DATA FOR REVIEW.
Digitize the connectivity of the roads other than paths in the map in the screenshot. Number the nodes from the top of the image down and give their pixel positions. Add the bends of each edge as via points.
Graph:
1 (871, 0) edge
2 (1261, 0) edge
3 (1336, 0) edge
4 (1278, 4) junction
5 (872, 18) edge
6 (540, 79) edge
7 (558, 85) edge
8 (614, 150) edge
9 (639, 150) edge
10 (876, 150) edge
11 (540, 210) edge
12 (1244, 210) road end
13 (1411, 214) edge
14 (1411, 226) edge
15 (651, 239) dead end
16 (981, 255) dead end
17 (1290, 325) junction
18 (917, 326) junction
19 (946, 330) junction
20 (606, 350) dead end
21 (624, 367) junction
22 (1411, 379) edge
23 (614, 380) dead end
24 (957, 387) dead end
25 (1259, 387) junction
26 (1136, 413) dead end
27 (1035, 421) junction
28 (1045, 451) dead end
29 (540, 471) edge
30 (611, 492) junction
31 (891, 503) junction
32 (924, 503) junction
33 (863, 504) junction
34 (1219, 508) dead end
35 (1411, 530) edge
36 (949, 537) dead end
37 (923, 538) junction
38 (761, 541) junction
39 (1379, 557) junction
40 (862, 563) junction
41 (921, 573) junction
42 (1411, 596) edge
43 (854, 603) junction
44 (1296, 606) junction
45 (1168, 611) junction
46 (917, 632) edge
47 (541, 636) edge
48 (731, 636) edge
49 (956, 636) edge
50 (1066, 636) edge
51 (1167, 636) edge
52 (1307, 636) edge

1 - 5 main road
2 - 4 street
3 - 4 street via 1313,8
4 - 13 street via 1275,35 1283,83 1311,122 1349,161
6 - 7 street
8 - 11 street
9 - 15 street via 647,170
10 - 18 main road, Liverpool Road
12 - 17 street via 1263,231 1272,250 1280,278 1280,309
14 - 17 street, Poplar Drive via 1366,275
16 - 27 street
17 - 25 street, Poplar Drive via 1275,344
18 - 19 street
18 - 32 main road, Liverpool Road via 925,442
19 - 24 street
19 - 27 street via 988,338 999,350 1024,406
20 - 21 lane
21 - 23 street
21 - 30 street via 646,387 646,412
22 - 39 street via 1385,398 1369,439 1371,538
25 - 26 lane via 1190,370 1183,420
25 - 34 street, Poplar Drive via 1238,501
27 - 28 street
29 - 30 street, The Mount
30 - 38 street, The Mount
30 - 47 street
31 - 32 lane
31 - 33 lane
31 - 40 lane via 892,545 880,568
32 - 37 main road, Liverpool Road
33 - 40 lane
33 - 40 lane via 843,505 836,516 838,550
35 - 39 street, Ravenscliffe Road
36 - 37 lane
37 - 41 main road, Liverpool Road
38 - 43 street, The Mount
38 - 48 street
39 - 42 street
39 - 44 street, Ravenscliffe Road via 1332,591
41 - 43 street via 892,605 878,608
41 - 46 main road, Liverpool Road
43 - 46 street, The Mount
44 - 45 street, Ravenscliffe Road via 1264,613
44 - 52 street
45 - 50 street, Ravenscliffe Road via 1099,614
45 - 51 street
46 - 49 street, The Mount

TASK STATEMENT.
Whenever the string "dead" shows up in a line above, copy that line.

RESULT FOR THIS EXERCISE.
15 (651, 239) dead end
16 (981, 255) dead end
20 (606, 350) dead end
23 (614, 380) dead end
24 (957, 387) dead end
26 (1136, 413) dead end
28 (1045, 451) dead end
34 (1219, 508) dead end
36 (949, 537) dead end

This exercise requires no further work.